As they explore the mostly-empty Yard, they encounter a young woman who offers to tell them each a secret that will help them find the Sound. The disguised Yevd are dismissive, but Diddy is told (in a whisper) that he is being watched by unseen Yard counterintelligence agents, and that the night's events part of a trap to eliminate a ring of Yevd infiltrators. She instructs him to retrieve a gun hidden below a girder nearby, and to head for a particular building housing engineering blueprints while pretending to look for the Sound. Diddy does so, and is given further instructions through a low-volume speaker, through which unseen Yard agents explain that the Yevd cannot use their light emission cells at high power in the presence of fluorine. Yard agents have pumped the building full of the gas, and the Yevd who are rummaging through it for classified data are now defenseless, since any attempt to fire their biological lasers would cause them to burst into flame. Diddy is told to enter the building and shoot everyone; he does so, moving from room to room until the building is cleared.

With the threat ended, Diddy leave the Yard and joins a crowd of other boys watching the sunrise from a hilltop after a night of hunting for the Sound.
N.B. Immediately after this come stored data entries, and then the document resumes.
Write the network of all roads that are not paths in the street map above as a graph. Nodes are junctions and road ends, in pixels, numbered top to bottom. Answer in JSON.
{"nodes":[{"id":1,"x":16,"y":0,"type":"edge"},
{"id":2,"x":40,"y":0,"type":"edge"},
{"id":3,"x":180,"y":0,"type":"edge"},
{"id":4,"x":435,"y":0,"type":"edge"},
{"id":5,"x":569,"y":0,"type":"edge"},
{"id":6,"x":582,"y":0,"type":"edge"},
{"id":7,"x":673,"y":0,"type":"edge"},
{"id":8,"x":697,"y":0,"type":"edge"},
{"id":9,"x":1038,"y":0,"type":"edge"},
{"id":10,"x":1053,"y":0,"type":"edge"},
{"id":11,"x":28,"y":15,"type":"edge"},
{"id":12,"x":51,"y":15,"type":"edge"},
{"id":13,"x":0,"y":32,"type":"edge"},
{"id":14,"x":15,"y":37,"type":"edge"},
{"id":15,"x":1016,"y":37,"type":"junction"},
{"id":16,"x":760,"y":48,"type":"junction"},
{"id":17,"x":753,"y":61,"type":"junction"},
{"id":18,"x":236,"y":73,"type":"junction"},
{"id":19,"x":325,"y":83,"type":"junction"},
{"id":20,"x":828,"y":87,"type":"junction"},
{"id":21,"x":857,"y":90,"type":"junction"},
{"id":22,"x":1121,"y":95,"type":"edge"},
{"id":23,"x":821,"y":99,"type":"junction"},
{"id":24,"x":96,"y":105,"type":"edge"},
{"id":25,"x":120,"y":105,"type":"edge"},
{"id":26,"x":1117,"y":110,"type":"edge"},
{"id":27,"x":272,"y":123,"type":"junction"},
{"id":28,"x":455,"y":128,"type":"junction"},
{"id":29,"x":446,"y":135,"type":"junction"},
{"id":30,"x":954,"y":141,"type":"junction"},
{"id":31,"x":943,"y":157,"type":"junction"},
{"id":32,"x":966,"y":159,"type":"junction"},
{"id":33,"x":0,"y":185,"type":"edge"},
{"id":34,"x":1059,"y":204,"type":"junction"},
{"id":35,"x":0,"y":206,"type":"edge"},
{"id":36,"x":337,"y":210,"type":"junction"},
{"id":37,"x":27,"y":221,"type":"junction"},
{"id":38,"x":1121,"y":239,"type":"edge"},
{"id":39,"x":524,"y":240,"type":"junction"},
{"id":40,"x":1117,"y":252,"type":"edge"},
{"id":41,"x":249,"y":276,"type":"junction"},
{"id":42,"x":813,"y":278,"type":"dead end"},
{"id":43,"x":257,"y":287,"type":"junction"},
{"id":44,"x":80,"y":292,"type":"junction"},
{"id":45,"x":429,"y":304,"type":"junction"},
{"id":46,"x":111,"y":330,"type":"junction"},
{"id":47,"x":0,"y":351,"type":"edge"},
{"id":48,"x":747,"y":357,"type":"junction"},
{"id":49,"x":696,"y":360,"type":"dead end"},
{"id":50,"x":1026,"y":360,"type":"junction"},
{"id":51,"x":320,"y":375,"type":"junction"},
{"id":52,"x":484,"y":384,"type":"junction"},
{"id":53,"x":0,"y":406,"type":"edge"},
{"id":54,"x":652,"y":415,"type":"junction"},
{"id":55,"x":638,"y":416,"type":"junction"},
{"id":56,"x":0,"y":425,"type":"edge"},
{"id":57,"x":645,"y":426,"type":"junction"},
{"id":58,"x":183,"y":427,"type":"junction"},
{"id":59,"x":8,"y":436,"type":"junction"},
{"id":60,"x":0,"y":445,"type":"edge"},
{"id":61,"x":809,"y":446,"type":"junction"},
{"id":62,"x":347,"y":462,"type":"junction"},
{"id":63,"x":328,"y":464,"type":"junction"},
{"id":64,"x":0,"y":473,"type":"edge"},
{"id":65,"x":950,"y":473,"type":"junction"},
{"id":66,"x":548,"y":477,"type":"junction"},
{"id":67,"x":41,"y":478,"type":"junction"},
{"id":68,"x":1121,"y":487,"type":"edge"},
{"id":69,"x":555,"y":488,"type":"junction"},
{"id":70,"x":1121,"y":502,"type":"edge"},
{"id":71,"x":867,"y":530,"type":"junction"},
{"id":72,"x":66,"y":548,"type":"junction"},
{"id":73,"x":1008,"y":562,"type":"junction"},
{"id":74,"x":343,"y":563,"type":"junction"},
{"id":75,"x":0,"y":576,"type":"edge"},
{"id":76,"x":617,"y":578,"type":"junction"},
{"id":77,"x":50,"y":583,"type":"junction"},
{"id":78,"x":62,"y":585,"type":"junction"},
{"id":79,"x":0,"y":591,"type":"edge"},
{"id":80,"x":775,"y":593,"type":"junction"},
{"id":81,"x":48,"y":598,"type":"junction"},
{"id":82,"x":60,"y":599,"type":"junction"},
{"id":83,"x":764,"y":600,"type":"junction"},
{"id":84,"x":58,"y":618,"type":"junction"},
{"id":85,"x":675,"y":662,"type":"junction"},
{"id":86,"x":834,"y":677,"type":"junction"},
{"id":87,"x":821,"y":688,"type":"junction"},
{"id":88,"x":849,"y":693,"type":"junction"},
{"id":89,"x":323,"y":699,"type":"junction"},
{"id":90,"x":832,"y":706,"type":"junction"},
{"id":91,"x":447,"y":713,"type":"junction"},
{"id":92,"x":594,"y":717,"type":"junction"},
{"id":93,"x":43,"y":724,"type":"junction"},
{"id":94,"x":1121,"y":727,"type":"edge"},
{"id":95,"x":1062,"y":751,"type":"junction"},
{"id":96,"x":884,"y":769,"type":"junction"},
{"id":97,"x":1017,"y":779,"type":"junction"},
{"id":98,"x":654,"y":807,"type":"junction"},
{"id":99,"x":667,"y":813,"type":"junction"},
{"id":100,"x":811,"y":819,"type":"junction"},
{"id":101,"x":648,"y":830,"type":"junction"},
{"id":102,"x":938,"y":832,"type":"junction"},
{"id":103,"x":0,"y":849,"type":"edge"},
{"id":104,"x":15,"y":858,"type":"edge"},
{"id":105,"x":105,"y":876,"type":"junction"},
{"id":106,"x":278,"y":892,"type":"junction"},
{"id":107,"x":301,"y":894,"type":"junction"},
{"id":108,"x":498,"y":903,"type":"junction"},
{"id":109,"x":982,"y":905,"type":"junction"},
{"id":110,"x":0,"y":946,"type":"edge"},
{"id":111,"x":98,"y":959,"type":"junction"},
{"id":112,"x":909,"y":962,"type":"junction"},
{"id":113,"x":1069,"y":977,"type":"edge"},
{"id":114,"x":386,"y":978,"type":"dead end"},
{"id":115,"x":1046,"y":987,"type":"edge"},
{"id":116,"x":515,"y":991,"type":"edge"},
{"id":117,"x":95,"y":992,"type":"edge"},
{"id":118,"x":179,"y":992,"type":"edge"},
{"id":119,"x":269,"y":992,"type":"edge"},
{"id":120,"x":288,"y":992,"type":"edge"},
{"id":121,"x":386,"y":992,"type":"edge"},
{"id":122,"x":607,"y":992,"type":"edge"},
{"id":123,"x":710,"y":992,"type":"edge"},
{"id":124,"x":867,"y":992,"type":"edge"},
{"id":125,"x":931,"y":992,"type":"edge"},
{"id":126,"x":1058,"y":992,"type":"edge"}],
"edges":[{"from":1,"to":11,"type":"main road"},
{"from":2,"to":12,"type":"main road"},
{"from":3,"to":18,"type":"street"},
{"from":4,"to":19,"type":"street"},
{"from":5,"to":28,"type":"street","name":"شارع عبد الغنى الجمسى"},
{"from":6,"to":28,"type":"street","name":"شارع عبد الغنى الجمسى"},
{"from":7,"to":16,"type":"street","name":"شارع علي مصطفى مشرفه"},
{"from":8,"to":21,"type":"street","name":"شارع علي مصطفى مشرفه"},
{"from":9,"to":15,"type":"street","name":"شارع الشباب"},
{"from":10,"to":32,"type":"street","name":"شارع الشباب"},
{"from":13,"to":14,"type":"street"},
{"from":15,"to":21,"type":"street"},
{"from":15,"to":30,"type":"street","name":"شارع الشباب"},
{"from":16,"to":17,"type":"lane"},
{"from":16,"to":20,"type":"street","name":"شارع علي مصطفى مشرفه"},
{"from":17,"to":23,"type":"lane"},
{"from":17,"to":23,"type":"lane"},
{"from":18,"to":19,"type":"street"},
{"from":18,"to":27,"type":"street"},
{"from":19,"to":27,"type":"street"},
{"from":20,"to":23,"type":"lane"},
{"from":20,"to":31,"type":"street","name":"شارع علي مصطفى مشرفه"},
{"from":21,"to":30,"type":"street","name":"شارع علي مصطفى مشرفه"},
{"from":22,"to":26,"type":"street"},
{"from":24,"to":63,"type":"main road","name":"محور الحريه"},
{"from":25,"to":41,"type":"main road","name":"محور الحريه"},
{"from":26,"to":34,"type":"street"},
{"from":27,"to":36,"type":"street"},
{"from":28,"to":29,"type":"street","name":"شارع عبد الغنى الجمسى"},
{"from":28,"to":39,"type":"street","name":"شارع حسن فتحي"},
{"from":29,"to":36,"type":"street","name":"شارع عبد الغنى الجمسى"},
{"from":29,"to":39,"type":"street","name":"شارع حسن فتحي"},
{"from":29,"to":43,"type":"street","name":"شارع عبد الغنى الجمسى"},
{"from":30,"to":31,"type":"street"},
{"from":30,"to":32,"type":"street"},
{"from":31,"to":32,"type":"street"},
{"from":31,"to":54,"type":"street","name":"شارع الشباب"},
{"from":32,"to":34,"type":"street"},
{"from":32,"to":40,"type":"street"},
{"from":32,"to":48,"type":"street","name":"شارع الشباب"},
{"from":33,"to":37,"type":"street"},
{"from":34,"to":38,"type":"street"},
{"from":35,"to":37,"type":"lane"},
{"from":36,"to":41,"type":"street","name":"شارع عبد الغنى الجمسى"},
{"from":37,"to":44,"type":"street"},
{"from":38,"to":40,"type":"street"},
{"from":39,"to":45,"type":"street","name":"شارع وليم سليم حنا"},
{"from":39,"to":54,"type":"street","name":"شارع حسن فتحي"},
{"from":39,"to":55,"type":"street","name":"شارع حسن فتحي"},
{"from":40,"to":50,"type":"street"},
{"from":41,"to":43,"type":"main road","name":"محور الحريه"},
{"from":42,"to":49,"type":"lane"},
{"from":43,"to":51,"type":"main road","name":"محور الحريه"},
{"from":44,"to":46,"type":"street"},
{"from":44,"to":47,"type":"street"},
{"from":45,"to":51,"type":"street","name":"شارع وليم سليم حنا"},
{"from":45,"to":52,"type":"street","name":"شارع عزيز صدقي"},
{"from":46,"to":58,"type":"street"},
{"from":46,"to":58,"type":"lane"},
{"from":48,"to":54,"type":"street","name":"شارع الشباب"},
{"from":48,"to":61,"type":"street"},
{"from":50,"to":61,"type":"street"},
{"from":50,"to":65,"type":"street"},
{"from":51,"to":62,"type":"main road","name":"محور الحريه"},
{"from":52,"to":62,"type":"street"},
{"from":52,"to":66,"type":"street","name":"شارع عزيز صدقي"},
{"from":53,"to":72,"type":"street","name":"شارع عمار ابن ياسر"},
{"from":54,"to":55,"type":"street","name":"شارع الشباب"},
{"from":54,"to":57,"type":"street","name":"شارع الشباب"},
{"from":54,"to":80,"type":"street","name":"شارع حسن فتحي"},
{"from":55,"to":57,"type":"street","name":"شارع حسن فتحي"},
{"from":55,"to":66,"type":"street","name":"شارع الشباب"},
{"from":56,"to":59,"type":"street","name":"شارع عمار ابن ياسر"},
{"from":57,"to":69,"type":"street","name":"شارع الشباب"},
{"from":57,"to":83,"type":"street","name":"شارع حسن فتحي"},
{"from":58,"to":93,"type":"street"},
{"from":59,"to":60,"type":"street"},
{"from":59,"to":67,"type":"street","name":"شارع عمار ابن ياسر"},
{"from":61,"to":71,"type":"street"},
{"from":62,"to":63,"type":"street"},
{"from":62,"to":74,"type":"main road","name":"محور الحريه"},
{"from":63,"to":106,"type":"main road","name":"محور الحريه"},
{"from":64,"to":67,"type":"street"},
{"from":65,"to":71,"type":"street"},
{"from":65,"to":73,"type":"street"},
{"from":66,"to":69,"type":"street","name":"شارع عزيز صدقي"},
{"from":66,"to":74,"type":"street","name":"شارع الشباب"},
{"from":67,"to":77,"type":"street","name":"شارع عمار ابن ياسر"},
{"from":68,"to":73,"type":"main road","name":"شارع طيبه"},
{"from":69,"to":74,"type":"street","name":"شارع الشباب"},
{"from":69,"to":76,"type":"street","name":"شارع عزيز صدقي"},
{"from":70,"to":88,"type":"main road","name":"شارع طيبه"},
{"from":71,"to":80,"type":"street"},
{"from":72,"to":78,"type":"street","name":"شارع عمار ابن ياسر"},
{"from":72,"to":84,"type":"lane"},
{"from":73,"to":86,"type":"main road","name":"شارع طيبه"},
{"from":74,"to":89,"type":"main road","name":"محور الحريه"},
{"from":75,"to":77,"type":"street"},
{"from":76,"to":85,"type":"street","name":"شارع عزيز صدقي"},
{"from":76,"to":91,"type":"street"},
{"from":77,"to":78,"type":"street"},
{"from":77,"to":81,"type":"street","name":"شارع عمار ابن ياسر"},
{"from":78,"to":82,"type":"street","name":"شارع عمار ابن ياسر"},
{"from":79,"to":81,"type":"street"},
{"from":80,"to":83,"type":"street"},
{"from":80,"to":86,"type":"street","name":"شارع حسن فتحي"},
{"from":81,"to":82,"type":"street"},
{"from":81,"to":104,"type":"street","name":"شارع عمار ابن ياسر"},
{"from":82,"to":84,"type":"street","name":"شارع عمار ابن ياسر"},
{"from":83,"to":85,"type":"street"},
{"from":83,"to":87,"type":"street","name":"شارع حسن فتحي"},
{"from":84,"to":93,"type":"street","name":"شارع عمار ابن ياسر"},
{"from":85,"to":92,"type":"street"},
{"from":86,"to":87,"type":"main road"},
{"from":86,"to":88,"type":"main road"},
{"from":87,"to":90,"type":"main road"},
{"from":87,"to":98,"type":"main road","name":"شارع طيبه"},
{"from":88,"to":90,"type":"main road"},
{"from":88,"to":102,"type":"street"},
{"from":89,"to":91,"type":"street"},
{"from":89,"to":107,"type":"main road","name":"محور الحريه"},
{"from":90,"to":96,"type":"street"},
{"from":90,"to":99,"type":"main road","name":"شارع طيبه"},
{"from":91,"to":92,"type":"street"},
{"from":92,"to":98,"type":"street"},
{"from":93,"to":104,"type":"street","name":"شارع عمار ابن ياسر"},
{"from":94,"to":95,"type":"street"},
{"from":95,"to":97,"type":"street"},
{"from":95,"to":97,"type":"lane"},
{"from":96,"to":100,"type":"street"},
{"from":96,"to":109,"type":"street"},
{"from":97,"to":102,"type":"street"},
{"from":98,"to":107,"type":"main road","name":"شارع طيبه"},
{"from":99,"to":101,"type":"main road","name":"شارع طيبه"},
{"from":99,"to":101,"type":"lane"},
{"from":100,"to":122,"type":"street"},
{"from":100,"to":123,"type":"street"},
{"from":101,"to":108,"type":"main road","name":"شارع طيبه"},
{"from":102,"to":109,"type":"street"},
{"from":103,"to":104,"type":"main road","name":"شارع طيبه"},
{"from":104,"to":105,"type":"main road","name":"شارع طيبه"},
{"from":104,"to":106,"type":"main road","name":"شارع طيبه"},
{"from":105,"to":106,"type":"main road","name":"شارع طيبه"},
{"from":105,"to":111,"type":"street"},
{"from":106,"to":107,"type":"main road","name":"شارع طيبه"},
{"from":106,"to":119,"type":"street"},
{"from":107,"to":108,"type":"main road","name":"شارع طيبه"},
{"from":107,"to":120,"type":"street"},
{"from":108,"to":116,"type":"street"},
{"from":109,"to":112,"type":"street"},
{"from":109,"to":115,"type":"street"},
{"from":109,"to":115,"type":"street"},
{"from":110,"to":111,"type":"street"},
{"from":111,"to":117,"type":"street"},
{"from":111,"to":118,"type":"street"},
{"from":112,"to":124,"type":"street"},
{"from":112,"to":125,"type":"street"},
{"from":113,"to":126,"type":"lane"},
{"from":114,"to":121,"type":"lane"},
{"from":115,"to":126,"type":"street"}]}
In conversation with one of them, Mart, both simultaneously realize the true nature of the Sound: it does not originate from one particular location, but is the all-pervasive hum of all the machinery of the Yard blended together.

== Continuity ==
"The Sound" took place in the same continuity as van Vogt's 1949 story "The Green Forest." While the stories shared no characters in common, the Yevd were the antagonists of both, and the biological weapons used to secure the Yard in the second story were implied to be what the protagonists of the earlier one had been seeking in the jungles of the planet Mira 23.

Both stories were incorporated into van Vogt's 1959 fixup The War Against the Rull, as the fourth and fifth of the novel's six constituent stories. The book was set during a similar galactic conflict between humanity and the alien Rulls, with whom van Vogt replaced the Yevds in the rewritten stories. Unlike the Yevds, who hailed from the Milky Way, had exchanged ambassadors with humans, and were engaged in a relatively low-intensity territorial war, the Rulls were an implacably hostile extra-galactic species bent on exterminating all other intelligent life. The two races were also physically quite unlike one another; the Rulls were bone-white, muscular, carnivorous worms who ambulated with the aid of numerous suckers and fed by paralyzing large prey (including humans) before burrowing into the body cavity and consuming the victim from the inside. By contrast, the Yevd were tall, angular, and black, with many piston-like reticulated arms and legs; they possessed a biological ability to communicate via modulated light, project holographic disguises, and fire energy blasts. Some of these qualities were transferred to the Rulls in the fixup, considerably altering their overall nature.

== Reception ==
A 1952 review of Destination: Universe in Galaxy Science Fiction was mostly positive, despite finding fault with the "coldness of [van Vogt's] writing and the woodenness of his characterizations." It nonetheless briefly dismissed the story as "not tops".